§ **What is expected**: Type out the lines below exactly, pictures excluded.

Start of Information provided

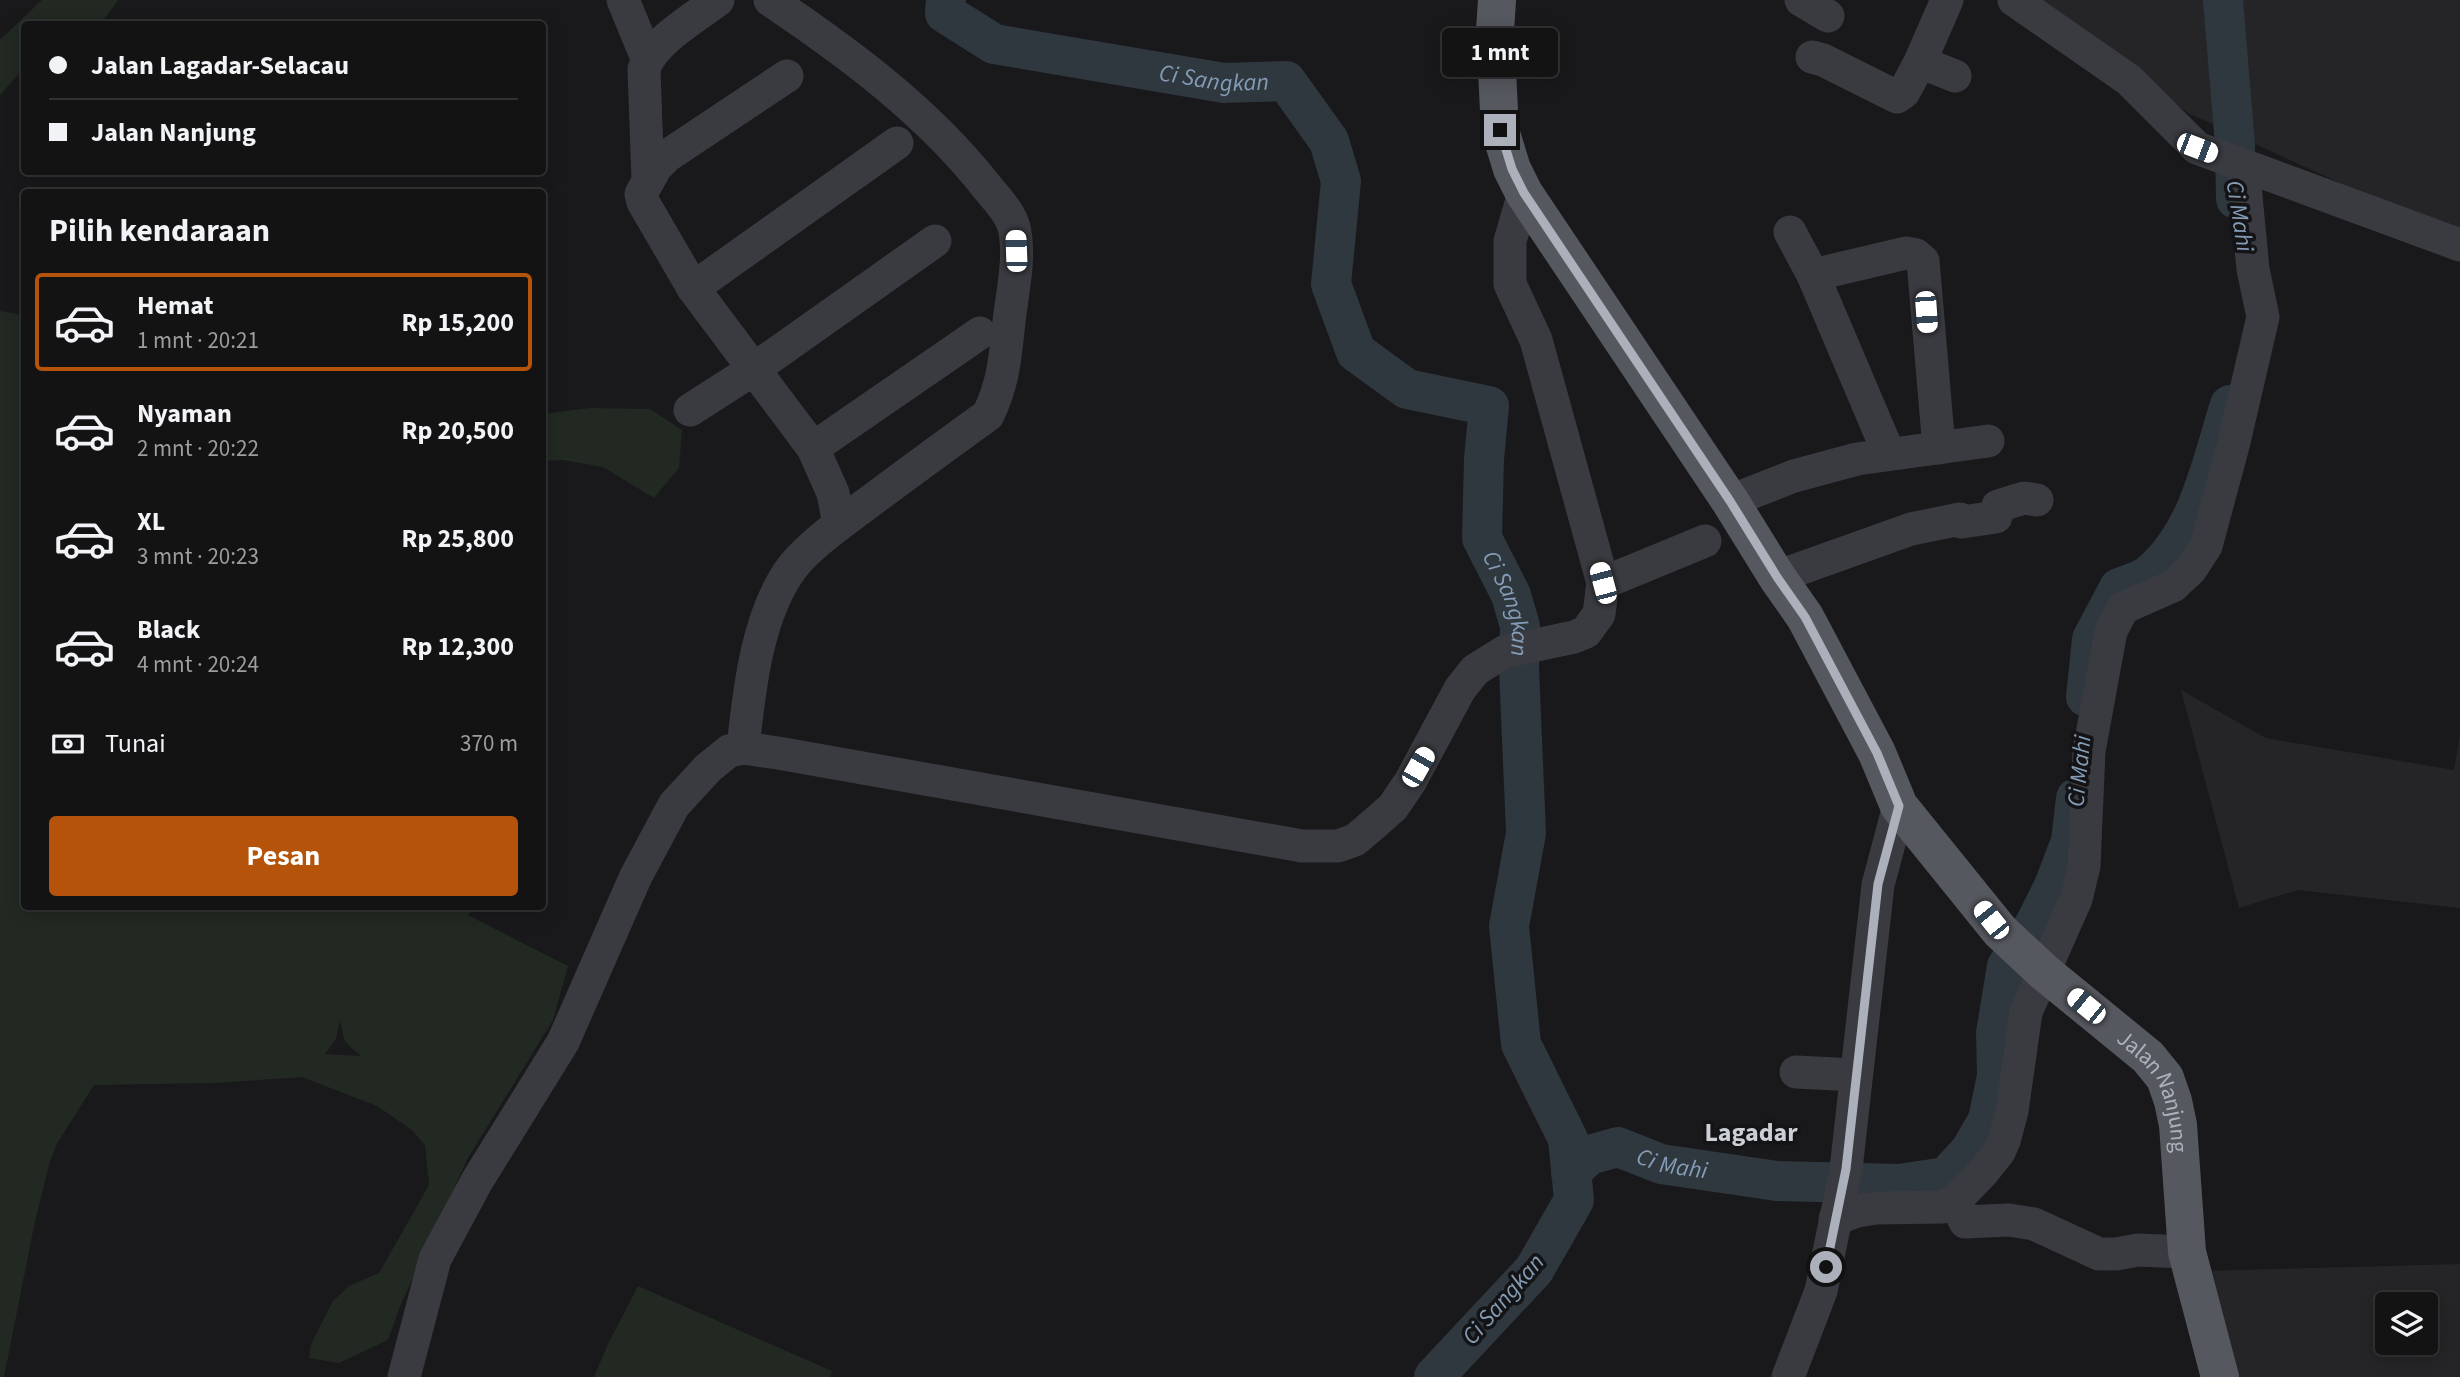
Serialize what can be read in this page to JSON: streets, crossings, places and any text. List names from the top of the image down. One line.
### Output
{"streets":{"main road":["Jalan Nanjung"]},"districts":["Lagadar"],"water":["Ci Sangkan","Ci Mahi"],"page":{"banner":["Jalan Lagadar-Selacau","Jalan Nanjung"],"bubble":"1 mnt","heading":"Pilih kendaraan","list":[{"name":"Hemat","note":"1 mnt · 20:21","value":"Rp 15,200"},{"name":"Nyaman","note":"2 mnt · 20:22","value":"Rp 20,500"},{"name":"XL","note":"3 mnt · 20:23","value":"Rp 25,800"},{"name":"Black","note":"4 mnt · 20:24","value":"Rp 12,300"}],"pay":["Tunai","370 m"],"buttons":"Pesan"}}
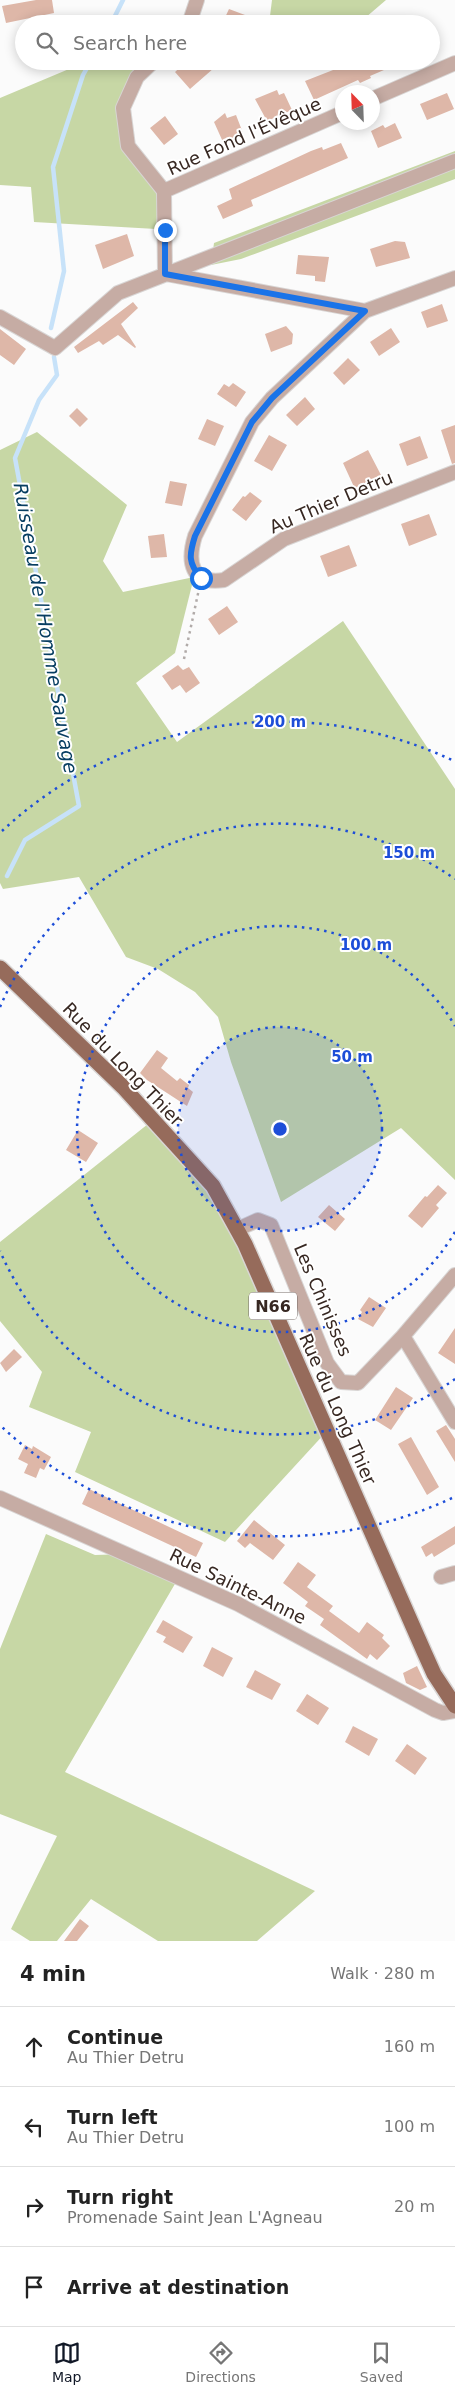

End of Information provided

§ **Result for this task**:
Serialize what can be read in this page to JSON: streets, crossings, places and any text. List names from the top of the image down. One line.
### Output
{"streets":{"main road":["Jalan Nanjung"]},"districts":["Lagadar"],"water":["Ci Sangkan","Ci Mahi"],"page":{"banner":["Jalan Lagadar-Selacau","Jalan Nanjung"],"bubble":"1 mnt","heading":"Pilih kendaraan","list":[{"name":"Hemat","note":"1 mnt · 20:21","value":"Rp 15,200"},{"name":"Nyaman","note":"2 mnt · 20:22","value":"Rp 20,500"},{"name":"XL","note":"3 mnt · 20:23","value":"Rp 25,800"},{"name":"Black","note":"4 mnt · 20:24","value":"Rp 12,300"}],"pay":["Tunai","370 m"],"buttons":"Pesan"}}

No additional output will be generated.